* **Problem description**
Go through the records and copy each line where the string "node" occurs.

### Information given ###

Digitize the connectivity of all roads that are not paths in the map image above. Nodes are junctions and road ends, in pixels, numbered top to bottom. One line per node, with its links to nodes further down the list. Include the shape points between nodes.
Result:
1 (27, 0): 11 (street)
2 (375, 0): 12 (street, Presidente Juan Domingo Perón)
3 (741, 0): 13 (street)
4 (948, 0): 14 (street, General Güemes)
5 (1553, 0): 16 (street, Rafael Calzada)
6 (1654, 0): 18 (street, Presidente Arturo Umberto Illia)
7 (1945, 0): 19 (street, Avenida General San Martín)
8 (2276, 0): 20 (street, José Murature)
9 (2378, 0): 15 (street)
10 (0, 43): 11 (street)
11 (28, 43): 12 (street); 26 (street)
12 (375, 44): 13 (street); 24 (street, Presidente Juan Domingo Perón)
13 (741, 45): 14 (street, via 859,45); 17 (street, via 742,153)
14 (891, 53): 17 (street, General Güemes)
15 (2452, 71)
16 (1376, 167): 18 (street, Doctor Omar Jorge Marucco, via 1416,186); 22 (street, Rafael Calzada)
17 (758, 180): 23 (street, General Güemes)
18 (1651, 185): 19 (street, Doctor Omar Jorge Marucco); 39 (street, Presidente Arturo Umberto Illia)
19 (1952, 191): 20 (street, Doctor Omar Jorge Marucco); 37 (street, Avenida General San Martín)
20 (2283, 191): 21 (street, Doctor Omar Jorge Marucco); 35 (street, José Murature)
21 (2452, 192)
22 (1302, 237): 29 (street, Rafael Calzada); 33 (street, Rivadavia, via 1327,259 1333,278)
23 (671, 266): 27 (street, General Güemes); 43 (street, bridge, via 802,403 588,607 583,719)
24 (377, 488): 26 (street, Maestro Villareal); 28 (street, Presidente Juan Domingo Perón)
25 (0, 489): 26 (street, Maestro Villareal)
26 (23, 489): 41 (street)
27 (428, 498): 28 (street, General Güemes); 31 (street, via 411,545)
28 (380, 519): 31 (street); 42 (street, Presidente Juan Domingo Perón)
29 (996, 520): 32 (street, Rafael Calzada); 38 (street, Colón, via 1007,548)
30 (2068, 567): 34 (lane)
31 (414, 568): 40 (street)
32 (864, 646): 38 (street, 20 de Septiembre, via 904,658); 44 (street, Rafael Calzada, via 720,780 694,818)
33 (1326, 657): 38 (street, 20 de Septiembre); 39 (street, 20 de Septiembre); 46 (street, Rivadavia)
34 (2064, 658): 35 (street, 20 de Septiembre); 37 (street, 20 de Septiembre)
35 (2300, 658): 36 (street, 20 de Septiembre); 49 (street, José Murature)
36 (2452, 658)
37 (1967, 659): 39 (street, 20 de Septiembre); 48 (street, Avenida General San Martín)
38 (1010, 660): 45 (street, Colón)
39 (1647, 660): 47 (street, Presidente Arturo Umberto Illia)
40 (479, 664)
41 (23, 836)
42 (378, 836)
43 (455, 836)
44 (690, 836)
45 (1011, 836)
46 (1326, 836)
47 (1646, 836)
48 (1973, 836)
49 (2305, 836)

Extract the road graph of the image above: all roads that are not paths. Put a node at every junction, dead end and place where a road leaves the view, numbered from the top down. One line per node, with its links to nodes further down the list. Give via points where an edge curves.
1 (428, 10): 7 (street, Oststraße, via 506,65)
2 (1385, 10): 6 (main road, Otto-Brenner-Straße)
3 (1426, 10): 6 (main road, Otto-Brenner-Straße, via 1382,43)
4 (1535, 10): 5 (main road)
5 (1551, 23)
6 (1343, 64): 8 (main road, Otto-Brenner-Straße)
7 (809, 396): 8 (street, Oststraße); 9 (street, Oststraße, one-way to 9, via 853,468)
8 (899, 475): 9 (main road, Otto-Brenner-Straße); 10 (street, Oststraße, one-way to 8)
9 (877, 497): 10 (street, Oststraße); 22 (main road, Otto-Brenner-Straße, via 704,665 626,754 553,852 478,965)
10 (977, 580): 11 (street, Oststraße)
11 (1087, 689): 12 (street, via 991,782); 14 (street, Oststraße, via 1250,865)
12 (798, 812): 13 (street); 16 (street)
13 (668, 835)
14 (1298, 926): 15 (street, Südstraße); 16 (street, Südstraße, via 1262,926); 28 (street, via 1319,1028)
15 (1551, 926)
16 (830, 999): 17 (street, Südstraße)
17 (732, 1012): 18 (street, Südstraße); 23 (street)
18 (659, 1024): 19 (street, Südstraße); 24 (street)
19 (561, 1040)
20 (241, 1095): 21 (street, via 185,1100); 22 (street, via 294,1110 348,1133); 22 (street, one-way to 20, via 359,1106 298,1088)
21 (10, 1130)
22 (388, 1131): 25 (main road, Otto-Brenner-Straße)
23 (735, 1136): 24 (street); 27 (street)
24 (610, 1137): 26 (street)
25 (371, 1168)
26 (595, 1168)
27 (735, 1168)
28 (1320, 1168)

###

* **Solved problem**
Digitize the connectivity of all roads that are not paths in the map image above. Nodes are junctions and road ends, in pixels, numbered top to bottom. One line per node, with its links to nodes further down the list. Include the shape points between nodes.
Extract the road graph of the image above: all roads that are not paths. Put a node at every junction, dead end and place where a road leaves the view, numbered from the top down. One line per node, with its links to nodes further down the list. Give via points where an edge curves.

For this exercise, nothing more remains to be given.